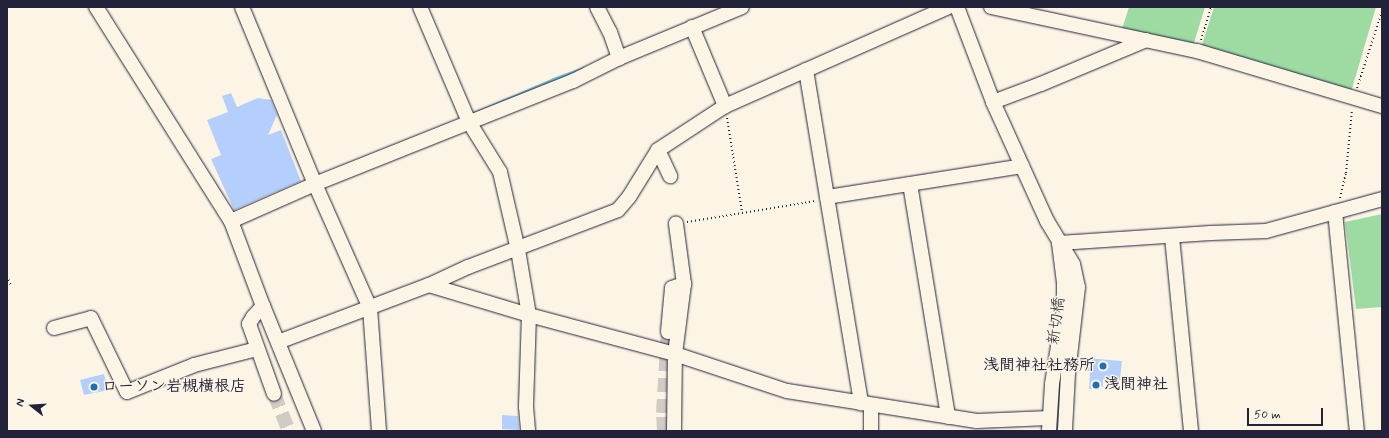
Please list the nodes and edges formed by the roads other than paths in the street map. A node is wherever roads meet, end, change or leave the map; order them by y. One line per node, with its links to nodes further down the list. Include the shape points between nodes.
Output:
1 (96, 7): 25 (street)
2 (242, 7): 20 (street)
3 (420, 7): 16 (street)
4 (597, 7): 11 (street, via 610,32)
5 (742, 7): 9 (street)
6 (948, 7): 12 (street)
7 (957, 7): 13 (street)
8 (991, 7): 10 (street)
9 (692, 28): 11 (street); 14 (street)
10 (1146, 40): 13 (street); 15 (street, via 1197,51)
11 (619, 58): 16 (street, via 573,81)
12 (806, 70): 14 (street); 22 (street)
13 (993, 102): 18 (street)
14 (725, 106): 17 (street)
15 (1382, 106)
16 (469, 122): 20 (street); 29 (street, via 500,172)
17 (658, 150): 19 (street); 29 (street, via 630,197 618,210)
18 (1022, 166): 21 (street); 28 (street)
19 (670, 176)
20 (315, 184): 25 (street); 33 (street)
21 (910, 184): 22 (street); 42 (street)
22 (827, 198): 41 (street)
23 (1382, 199): 24 (street)
24 (1335, 212): 27 (street, via 1266,231); 51 (street)
25 (231, 221): 32 (street)
26 (676, 224): 30 (street)
27 (1172, 237): 28 (street); 50 (street)
28 (1059, 243): 43 (street, via 1064,308 1052,384); 49 (street, 新切橋, via 1073,264 1078,288 1068,373)
29 (518, 250): 31 (street, via 468,268); 34 (street)
30 (684, 284): 36 (street, via 672,288); 39 (street)
31 (429, 286): 33 (street); 34 (street)
32 (263, 306): 37 (street); 38 (street, via 249,324)
33 (370, 308): 37 (street); 45 (street)
34 (529, 315): 39 (street); 46 (street, via 526,407)
35 (54, 328): 38 (street, via 91,318 128,392 194,365)
36 (668, 332)
37 (278, 342): 44 (street)
38 (257, 349): 40 (street)
39 (675, 354): 41 (street, via 787,392); 47 (street)
40 (274, 394)
41 (866, 405): 42 (street); 48 (street)
42 (948, 417): 43 (street)
43 (1049, 424)
44 (314, 431)
45 (379, 431)
46 (528, 431)
47 (674, 431)
48 (871, 431)
49 (1065, 431)
50 (1191, 431)
51 (1357, 431)

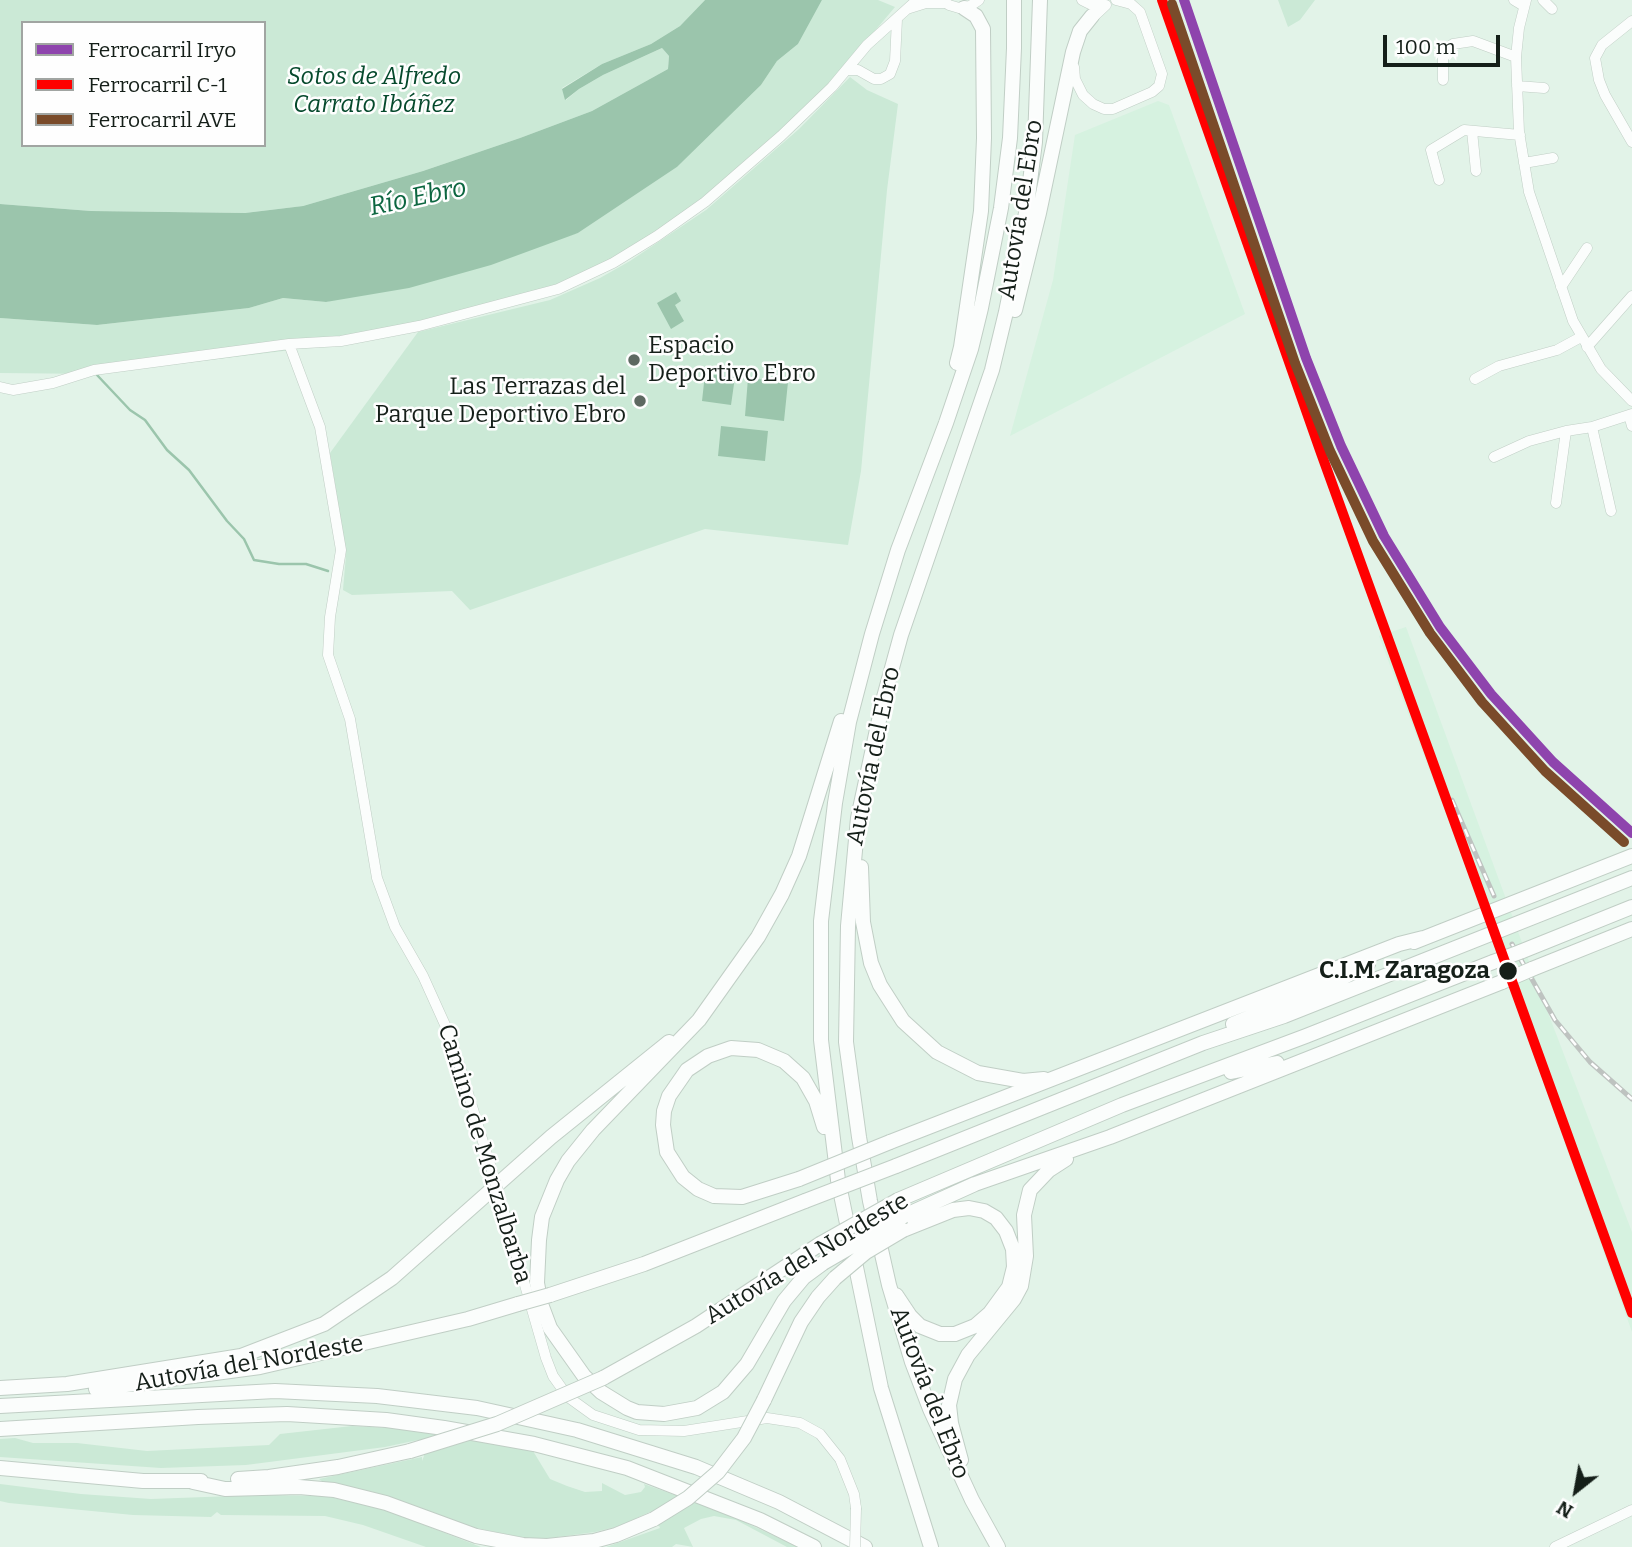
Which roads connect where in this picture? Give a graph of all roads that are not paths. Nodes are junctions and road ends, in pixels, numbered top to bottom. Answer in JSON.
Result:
{"nodes":[{"id":1,"x":979,"y":0,"type":"edge"},
{"id":2,"x":1014,"y":0,"type":"edge"},
{"id":3,"x":1040,"y":0,"type":"edge"},
{"id":4,"x":1082,"y":0,"type":"edge"},
{"id":5,"x":1543,"y":0,"type":"edge"},
{"id":6,"x":943,"y":1,"type":"edge"},
{"id":7,"x":1112,"y":2,"type":"edge"},
{"id":8,"x":1521,"y":2,"type":"edge"},
{"id":9,"x":913,"y":4,"type":"edge"},
{"id":10,"x":964,"y":8,"type":"junction"},
{"id":11,"x":1552,"y":9,"type":"dead end"},
{"id":12,"x":1092,"y":16,"type":"junction"},
{"id":13,"x":897,"y":19,"type":"junction"},
{"id":14,"x":1632,"y":21,"type":"edge"},
{"id":15,"x":862,"y":52,"type":"junction"},
{"id":16,"x":1516,"y":57,"type":"junction"},
{"id":17,"x":846,"y":70,"type":"junction"},
{"id":18,"x":864,"y":73,"type":"junction"},
{"id":19,"x":1443,"y":80,"type":"dead end"},
{"id":20,"x":1517,"y":86,"type":"junction"},
{"id":21,"x":1544,"y":88,"type":"dead end"},
{"id":22,"x":1472,"y":131,"type":"junction"},
{"id":23,"x":1520,"y":135,"type":"junction"},
{"id":24,"x":1632,"y":142,"type":"edge"},
{"id":25,"x":1553,"y":158,"type":"dead end"},
{"id":26,"x":1524,"y":163,"type":"junction"},
{"id":27,"x":1476,"y":171,"type":"dead end"},
{"id":28,"x":1440,"y":180,"type":"dead end"},
{"id":29,"x":1587,"y":248,"type":"dead end"},
{"id":30,"x":1561,"y":287,"type":"junction"},
{"id":31,"x":1632,"y":296,"type":"edge"},
{"id":32,"x":1584,"y":342,"type":"junction"},
{"id":33,"x":289,"y":344,"type":"junction"},
{"id":34,"x":992,"y":370,"type":"junction"},
{"id":35,"x":1475,"y":379,"type":"dead end"},
{"id":36,"x":0,"y":387,"type":"edge"},
{"id":37,"x":1632,"y":401,"type":"edge"},
{"id":38,"x":1631,"y":418,"type":"edge"},
{"id":39,"x":1592,"y":427,"type":"junction"},
{"id":40,"x":1566,"y":431,"type":"junction"},
{"id":41,"x":1494,"y":457,"type":"dead end"},
{"id":42,"x":918,"y":495,"type":"junction"},
{"id":43,"x":1556,"y":503,"type":"dead end"},
{"id":44,"x":1611,"y":511,"type":"dead end"},
{"id":45,"x":898,"y":550,"type":"junction"},
{"id":46,"x":870,"y":761,"type":"junction"},
{"id":47,"x":1632,"y":856,"type":"edge"},
{"id":48,"x":1632,"y":877,"type":"edge"},
{"id":49,"x":1632,"y":907,"type":"edge"},
{"id":50,"x":1632,"y":929,"type":"edge"},
{"id":51,"x":1423,"y":938,"type":"junction"},
{"id":52,"x":720,"y":992,"type":"junction"},
{"id":53,"x":1203,"y":1043,"type":"junction"},
{"id":54,"x":1335,"y":1047,"type":"junction"},
{"id":55,"x":1202,"y":1076,"type":"junction"},
{"id":56,"x":1059,"y":1077,"type":"junction"},
{"id":57,"x":1110,"y":1137,"type":"junction"},
{"id":58,"x":903,"y":1223,"type":"junction"},
{"id":59,"x":889,"y":1285,"type":"junction"},
{"id":60,"x":862,"y":1299,"type":"junction"},
{"id":61,"x":0,"y":1388,"type":"edge"},
{"id":62,"x":0,"y":1394,"type":"edge"},
{"id":63,"x":0,"y":1406,"type":"edge"},
{"id":64,"x":0,"y":1429,"type":"edge"},
{"id":65,"x":0,"y":1468,"type":"edge"},
{"id":66,"x":193,"y":1482,"type":"junction"},
{"id":67,"x":963,"y":1482,"type":"junction"},
{"id":68,"x":1632,"y":1510,"type":"edge"},
{"id":69,"x":814,"y":1547,"type":"edge"},
{"id":70,"x":856,"y":1547,"type":"edge"},
{"id":71,"x":865,"y":1547,"type":"edge"},
{"id":72,"x":931,"y":1547,"type":"edge"},
{"id":73,"x":998,"y":1547,"type":"edge"},
{"id":74,"x":1555,"y":1547,"type":"edge"}],
"edges":[{"from":1,"to":10,"type":"street"},
{"from":2,"to":42,"type":"highway","name":"Autovía del Ebro"},
{"from":3,"to":34,"type":"highway","name":"Autovía del Ebro"},
{"from":4,"to":7,"type":"street"},
{"from":5,"to":11,"type":"street"},
{"from":6,"to":9,"type":"street"},
{"from":6,"to":10,"type":"street"},
{"from":7,"to":12,"type":"street"},
{"from":7,"to":12,"type":"street"},
{"from":8,"to":16,"type":"street"},
{"from":9,"to":13,"type":"street"},
{"from":10,"to":42,"type":"highway"},
{"from":12,"to":34,"type":"highway"},
{"from":13,"to":15,"type":"street"},
{"from":13,"to":18,"type":"street"},
{"from":14,"to":24,"type":"street"},
{"from":15,"to":17,"type":"street"},
{"from":15,"to":18,"type":"street"},
{"from":16,"to":19,"type":"street"},
{"from":16,"to":20,"type":"street"},
{"from":17,"to":18,"type":"street"},
{"from":17,"to":33,"type":"street"},
{"from":20,"to":21,"type":"street"},
{"from":20,"to":23,"type":"street"},
{"from":22,"to":23,"type":"street"},
{"from":22,"to":27,"type":"street"},
{"from":22,"to":28,"type":"street"},
{"from":23,"to":26,"type":"street"},
{"from":25,"to":26,"type":"street"},
{"from":26,"to":30,"type":"street"},
{"from":29,"to":30,"type":"street"},
{"from":30,"to":32,"type":"street"},
{"from":31,"to":32,"type":"street"},
{"from":32,"to":35,"type":"street"},
{"from":32,"to":37,"type":"street"},
{"from":33,"to":36,"type":"street"},
{"from":33,"to":70,"type":"street","name":"Camino de Monzalbarba","bridge":true},
{"from":34,"to":46,"type":"highway","name":"Autovía del Ebro"},
{"from":38,"to":39,"type":"street"},
{"from":39,"to":40,"type":"street"},
{"from":39,"to":44,"type":"street"},
{"from":40,"to":41,"type":"street"},
{"from":40,"to":43,"type":"street"},
{"from":42,"to":45,"type":"highway","name":"Autovía del Ebro"},
{"from":45,"to":52,"type":"highway"},
{"from":45,"to":60,"type":"highway","name":"Autovía del Ebro"},
{"from":46,"to":56,"type":"highway"},
{"from":46,"to":59,"type":"highway","name":"Autovía del Ebro"},
{"from":47,"to":51,"type":"highway"},
{"from":48,"to":53,"type":"highway","name":"Autovía del Nordeste"},
{"from":49,"to":55,"type":"highway","name":"Autovía del Nordeste","bridge":true},
{"from":50,"to":54,"type":"highway","bridge":true},
{"from":51,"to":53,"type":"highway"},
{"from":51,"to":56,"type":"highway"},
{"from":52,"to":58,"type":"highway","bridge":true},
{"from":52,"to":61,"type":"highway"},
{"from":53,"to":62,"type":"highway","name":"Autovía del Nordeste","bridge":true},
{"from":54,"to":55,"type":"highway"},
{"from":54,"to":57,"type":"highway"},
{"from":55,"to":66,"type":"highway","name":"Autovía del Nordeste","bridge":true},
{"from":56,"to":60,"type":"highway","bridge":true},
{"from":57,"to":58,"type":"highway"},
{"from":57,"to":67,"type":"highway"},
{"from":58,"to":59,"type":"highway"},
{"from":58,"to":66,"type":"highway","bridge":true},
{"from":59,"to":67,"type":"highway","name":"Autovía del Ebro"},
{"from":60,"to":72,"type":"highway","name":"Autovía del Ebro"},
{"from":63,"to":71,"type":"highway"},
{"from":64,"to":69,"type":"highway"},
{"from":65,"to":66,"type":"highway","name":"Autovía del Nordeste"},
{"from":67,"to":73,"type":"highway","name":"Autovía del Ebro"},
{"from":68,"to":74,"type":"street"}]}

▸ **Your instructions**: Using the records above, copy each line that contains "Nordeste".

▸ **Solved exercise**:
{"from":48,"to":53,"type":"highway","name":"Autovía del Nordeste"},
{"from":49,"to":55,"type":"highway","name":"Autovía del Nordeste","bridge":true},
{"from":53,"to":62,"type":"highway","name":"Autovía del Nordeste","bridge":true},
{"from":55,"to":66,"type":"highway","name":"Autovía del Nordeste","bridge":true},
{"from":65,"to":66,"type":"highway","name":"Autovía del Nordeste"},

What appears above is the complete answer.